Montag und Dienstag waren dann die geplanten Scooter-Tage. Diesmal war unser fahrbarer Untersatz etwas weniger kräftig als der Letzte. Das zeigte sich vor allem dann, wenn wir eine längere Steigung zu bewältigen hatten. Dann glaubte man schon fast, ein Keuchen zu hören, wenn die Geschwindigkeit auf 40, 35 oder 30 kmh fiel. Aber ich musste nie absteigen und wir blieben auch bei den steilsten Steigungen nie unfreiwillig stehen, konnten wieder wie auf Faial und auf Santa Maria jedes Nebensträsschen erforschen (bis sie teils einfach abrupt endeten) und diesmal auch gleich zwei Wanderungen per Scooter er-fahren. Am Montag waren wir auf der Westseite der Insel unterwegs, z.B. auf der ewig langen, schnurgeraden roten Staubpiste zum Leuchtturm Farol dos Rosais hinaus, oder in der Faja do Ouvidor an der Nordküste im schönen Meerbad baden, und nachmittags dann via die Staubpiste in der Mitte der Insel auf dem Rückgrat der aufgereihten Vulkankegel wieder zurück. Immer wieder gab es atemberaubende Ausblicke auf beide Seiten zu den Nachbarinseln; links Pico, rechts Graciosa, über Hortensien-begrenztes Weideland oder auf tief unten liegende Fajas.
Dienstags ging es dann zur Ostseite. Dort herrscht ein anderes Microklima, mit wärmeren Temperaturen, mehr Windschutz und deutlich mehr Agrarwirtschaft. In Topo bei «O Caseiro» gibt’s ein sehr feines, günstiges Mittagessen (€8 pro Person für Selbstbedienungsbuffet u ein Getränk) nach der Empfehlung von Ysabelle von der Lucky Rabbit. Weil es leicht bewölkt ist, und ich von der längeren Fahrt in der Höhe noch immer kalt habe, kann mich das wunderschöne Meerbad von Topo nicht anlocken.

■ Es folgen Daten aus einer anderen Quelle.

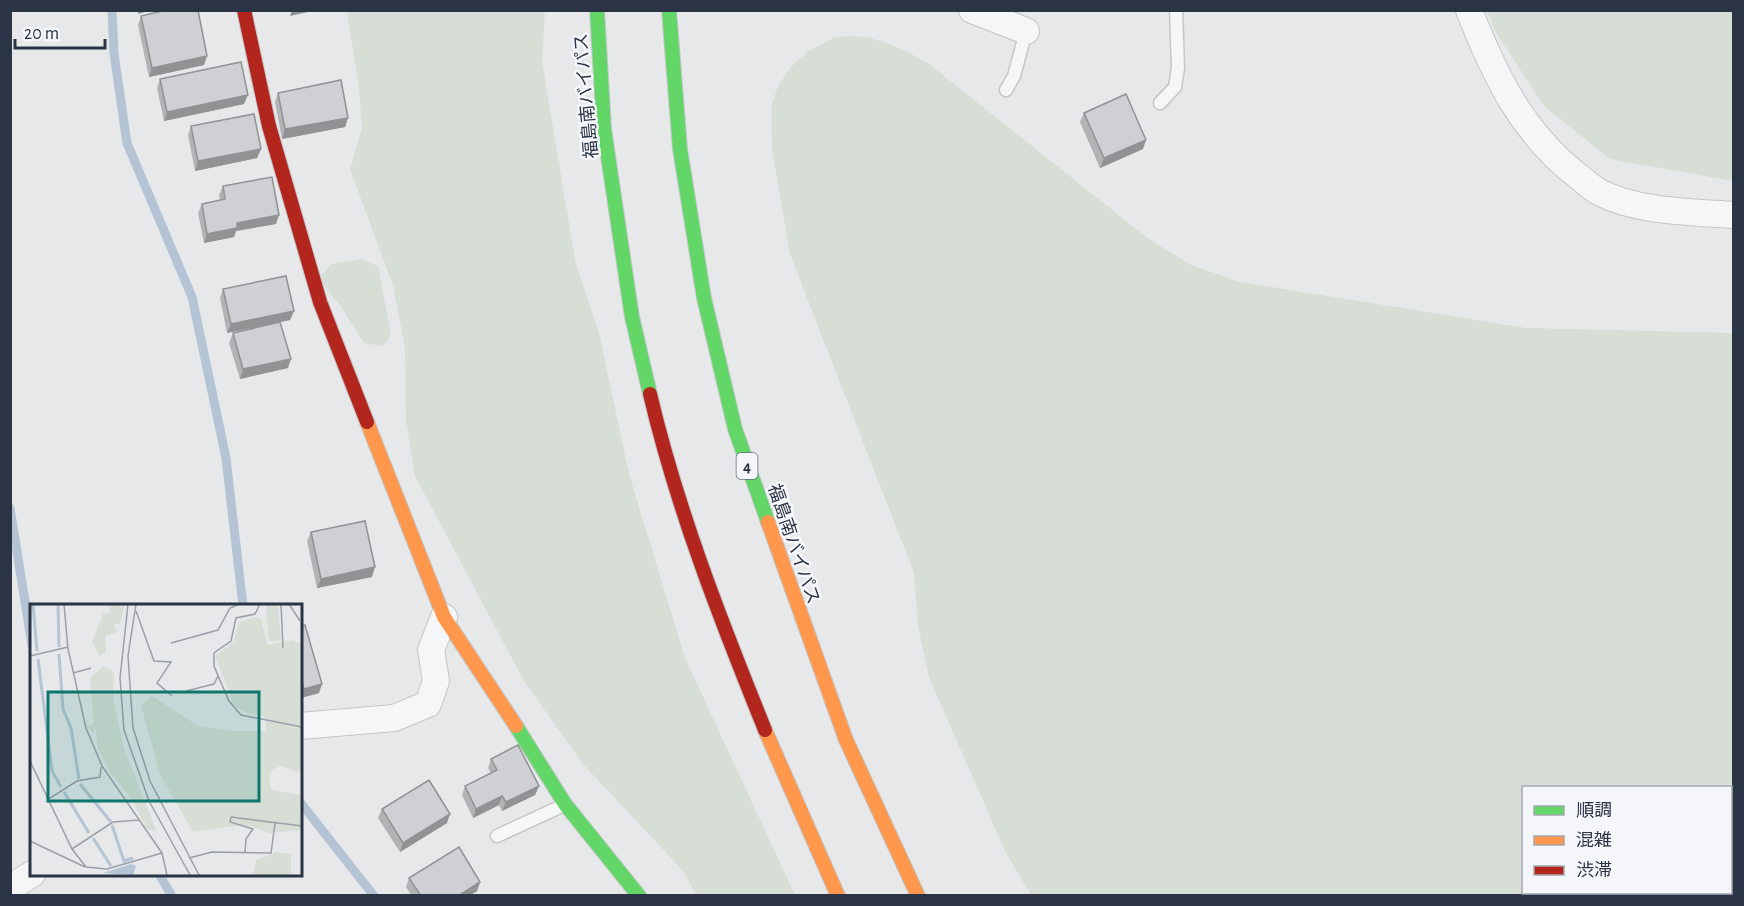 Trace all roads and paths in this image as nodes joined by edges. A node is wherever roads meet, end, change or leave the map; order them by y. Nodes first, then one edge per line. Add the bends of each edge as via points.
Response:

Aber wohl ein andermal… Calheta, der kleine Fischerhafen mit Schwimm-Bucht, und auch die berühmte Kirche von Santa Barbara bei Manadas, mit ihrer überraschend üppigen Verzierung im Inneren bei ganz schlichtem Äusseren werden besichtigt. Am meisten gefällt uns aber auch an diesem Tag die Vielseitigkeit der Landschaft und die immer wieder berauschenden Ausblicke von hoch oben aufs Meer hinaus.
Sao Jorge – Du hast uns wirklich sehr gefallen!
Da José am Samstag den Platz in der Marina für die Horta – Velas – Horta – Regatta benötigt, machen wir uns daran, den weiteren Törnverlauf zu planen. Am Donnerstagnachmittag kommt viel Wind, für etwa 24 Stunden. So reift der Plan, noch vorher am Mittwoch eine Kurzvisite auf Graciosa zu versuchen. Falls wir dort – der Hafen ist wirklich ganz klein – keinen Platz bekommen, müssen wir halt noch in der Nacht auf Donnerstag weiter nach Terceira und hoffen dann, dort vor dem grossen Wind anzukommen. We will see.
Inzwischen sind wir unter Gross und Gennacker unterwegs nach Graciosa, vor uns ein 65-Fuss-Riese und dazwischen ein weiteres Boot im Hafenrace– mal sehen, ob wir auch noch unterkommen; ich hoffe es sehr.